Eine Beobachtung, die mir schon oft aufgefallen ist:
Menschen, die sich selbst als ausdrücklich christlich gläubig präsentieren, scheinen reflexartig bei jeder Konfrontation mit einer Frage oder einem Problem die Dinge sozusagen mit einem Blick von Himmel aus zu betrachten. Eine Reflexion darüber, was das Problem oder die Frage im Leben des betreffenden Menschen eigentlich ist, scheint überhaupt nicht stattzufinden.

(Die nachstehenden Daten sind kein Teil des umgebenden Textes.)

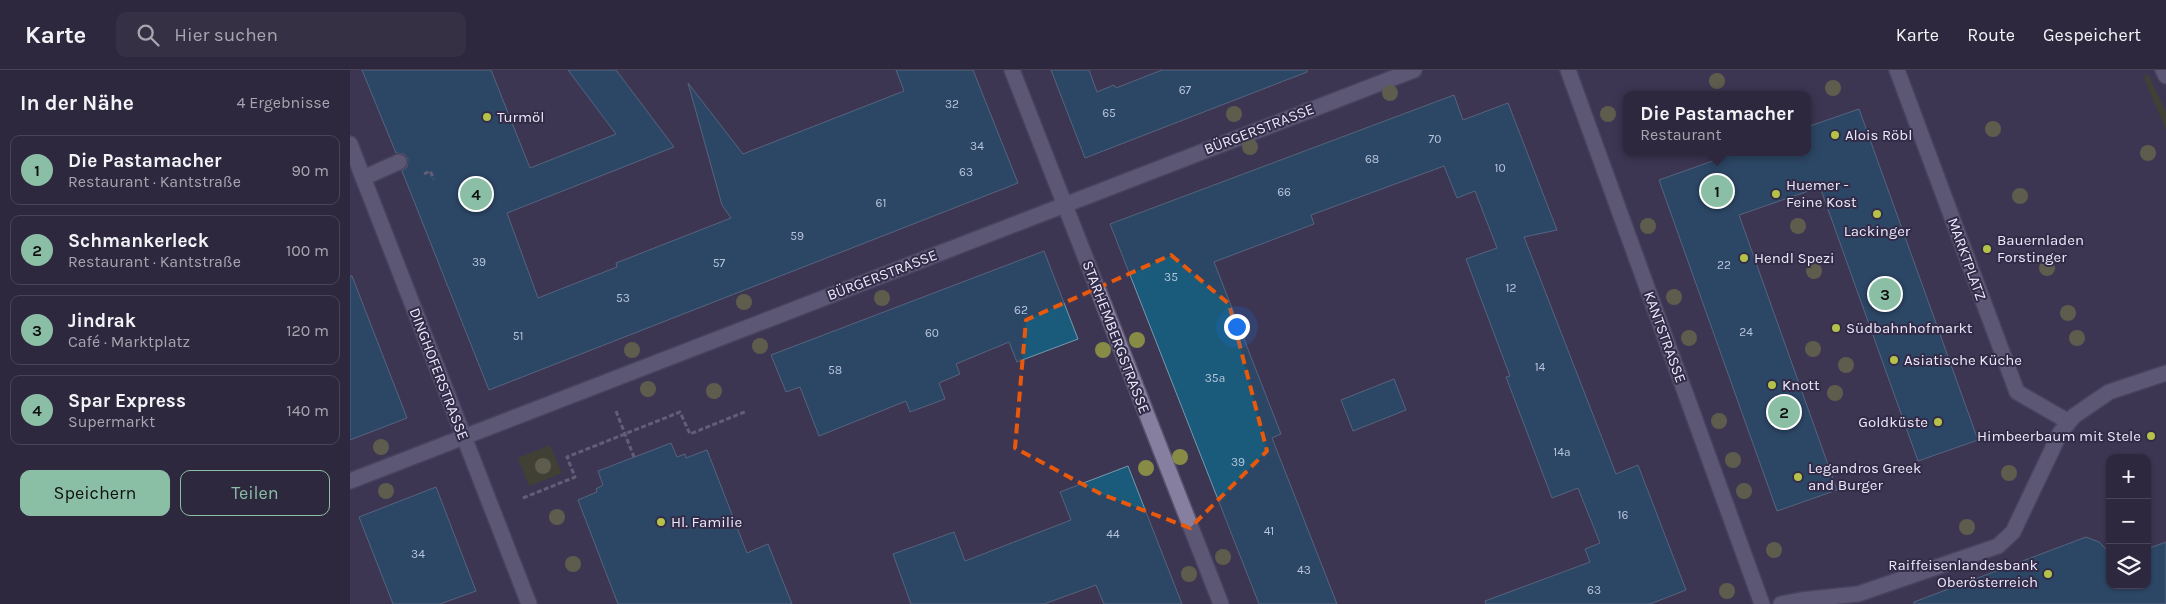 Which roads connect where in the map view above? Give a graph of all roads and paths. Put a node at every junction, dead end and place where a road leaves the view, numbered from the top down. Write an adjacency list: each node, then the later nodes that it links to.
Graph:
1 (1012, 70): 10 (street, STARHEMBERGSTRASSE)
2 (1414, 70): 10 (street, BÜRGERSTRASSE)
3 (1568, 70): 22 (street, KANTSTRASSE)
4 (1897, 70): 14 (street, MARKTPLATZ)
5 (2163, 70): 6 (street)
6 (2166, 76)
7 (350, 144): 9 (street, DINGHOFERSTRASSE)
8 (399, 162): 9 (street)
9 (363, 178): 16 (street, DINGHOFERSTRASSE)
10 (1064, 204): 16 (street, BÜRGERSTRASSE); 21 (street, STARHEMBERGSTRASSE)
11 (2166, 373): 14 (street)
12 (616, 411): 15 (path)
13 (747, 411): 15 (path)
14 (2069, 422): 23 (street)
15 (625, 434): 17 (path); 19 (path)
16 (464, 437): 18 (street, BÜRGERSTRASSE); 20 (street, DINGHOFERSTRASSE)
17 (634, 457)
18 (350, 481)
19 (523, 498)
20 (529, 604)
21 (1221, 604)
22 (1762, 604)
23 (1781, 604) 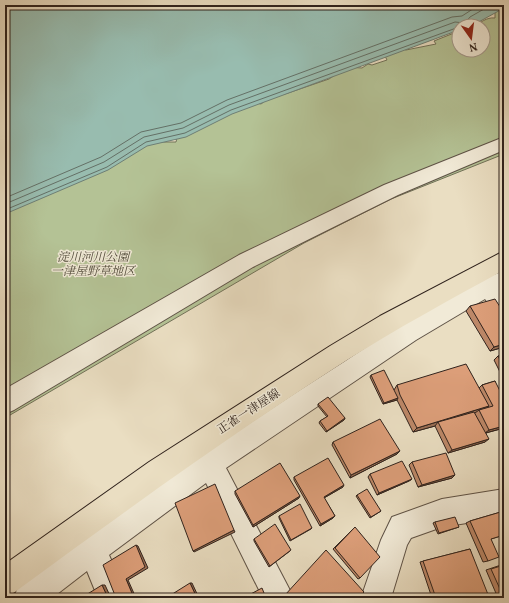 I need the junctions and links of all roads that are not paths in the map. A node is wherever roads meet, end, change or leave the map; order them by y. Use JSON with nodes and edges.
{"nodes":[{"id":1,"x":504,"y":143,"type":"edge"},
{"id":2,"x":504,"y":260,"type":"edge"},
{"id":3,"x":496,"y":283,"type":"edge"},
{"id":4,"x":504,"y":307,"type":"edge"},
{"id":5,"x":5,"y":402,"type":"edge"},
{"id":6,"x":210,"y":464,"type":"junction"},
{"id":7,"x":504,"y":503,"type":"edge"},
{"id":8,"x":92,"y":550,"type":"junction"},
{"id":9,"x":5,"y":582,"type":"edge"},
{"id":10,"x":28,"y":598,"type":"edge"},
{"id":11,"x":113,"y":598,"type":"edge"},
{"id":12,"x":279,"y":598,"type":"edge"},
{"id":13,"x":376,"y":598,"type":"edge"}],
"edges":[{"from":1,"to":5,"type":"street"},
{"from":2,"to":9,"type":"main road","name":"正雀一津屋線"},
{"from":3,"to":4,"type":"street"},
{"from":3,"to":6,"type":"street"},
{"from":6,"to":8,"type":"street"},
{"from":6,"to":12,"type":"street"},
{"from":7,"to":13,"type":"street"},
{"from":8,"to":10,"type":"street"},
{"from":8,"to":11,"type":"street"}]}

“Beliebt“ ist z.B. die - mutmaßliche - himmlische Perspektiven, wenn es um Ehebruch und andere Verfehlungen geht. Es scheinen da die - irdischen - Bedingungen, unter denen etwas geschieht, völlig gleichgültig zu sein. Es ist klar, was sein darf und was nicht, also gibt es da auch nichts zu diskutieren. Ein Ringen um Verstehen wäre ja auch überflüssig, weil es am Ergebnis eh nichts ändern würde. In der Bibel stehen in den Geboten und Verboten die Dinge. die erlaubt sind oder nicht, und mehr braucht man nicht zu wissen.
Eine der Gründe, warum mir Eugen Drewermann so nahe liegt, ist, dass er genau umgekehrt, zuallererst versucht die menschliche Situation zu begreifen und dann darauf reagiert, indem er fragt, wie der Himmel da helfen kann.
In den allermeisten Problemfällen, die in meinem Leben vorkommen, hat es mit dem Himmel gar nichts zu tun. Da funktionieren pragmatische Lösungsansätze am besten.
Wenn meine Waschmaschine streikt, rufe ich einen Elektriker an, wenn ich krank bin, gehe ich zum Arzt und wenn ich Probleme mit dem Chef habe, gibts den Betriebsrat.
Genau das empfehle ich dann auch, wenn mich jemand um Rat fragt - nachdem ich mir angehört habe, was das Problem ist.
Ich habe das auch immer höchst irritierend gefunden, wenn - noch bevor ich überhaupt zu Ende gesprochen hatte - eine Salve von Bibelstellen auf mich abgefeuert wurde.
Scheint in evangelikalen und charismatischen Kreisen so eine Art Reflexhandlung zu sein.
Daran habe ich mich nie gewöhnen können.enken
Ich war - vor einer gefühlten Ewigkeit - in einer Freikirche, da bin ich mit meinem "fleischlichen" Denken ständig angeeckt. Im Gegenzug ist es mir unsäglich auf die Nerven gegangen, alles "geistlich" sehen und beurteilen zu müssen.
Ist aber alles lange her und nicht mehr wichtig.
Heute nehme ich diesen Leuten das nicht mehr übel. Sie meinen es ja nicht böse.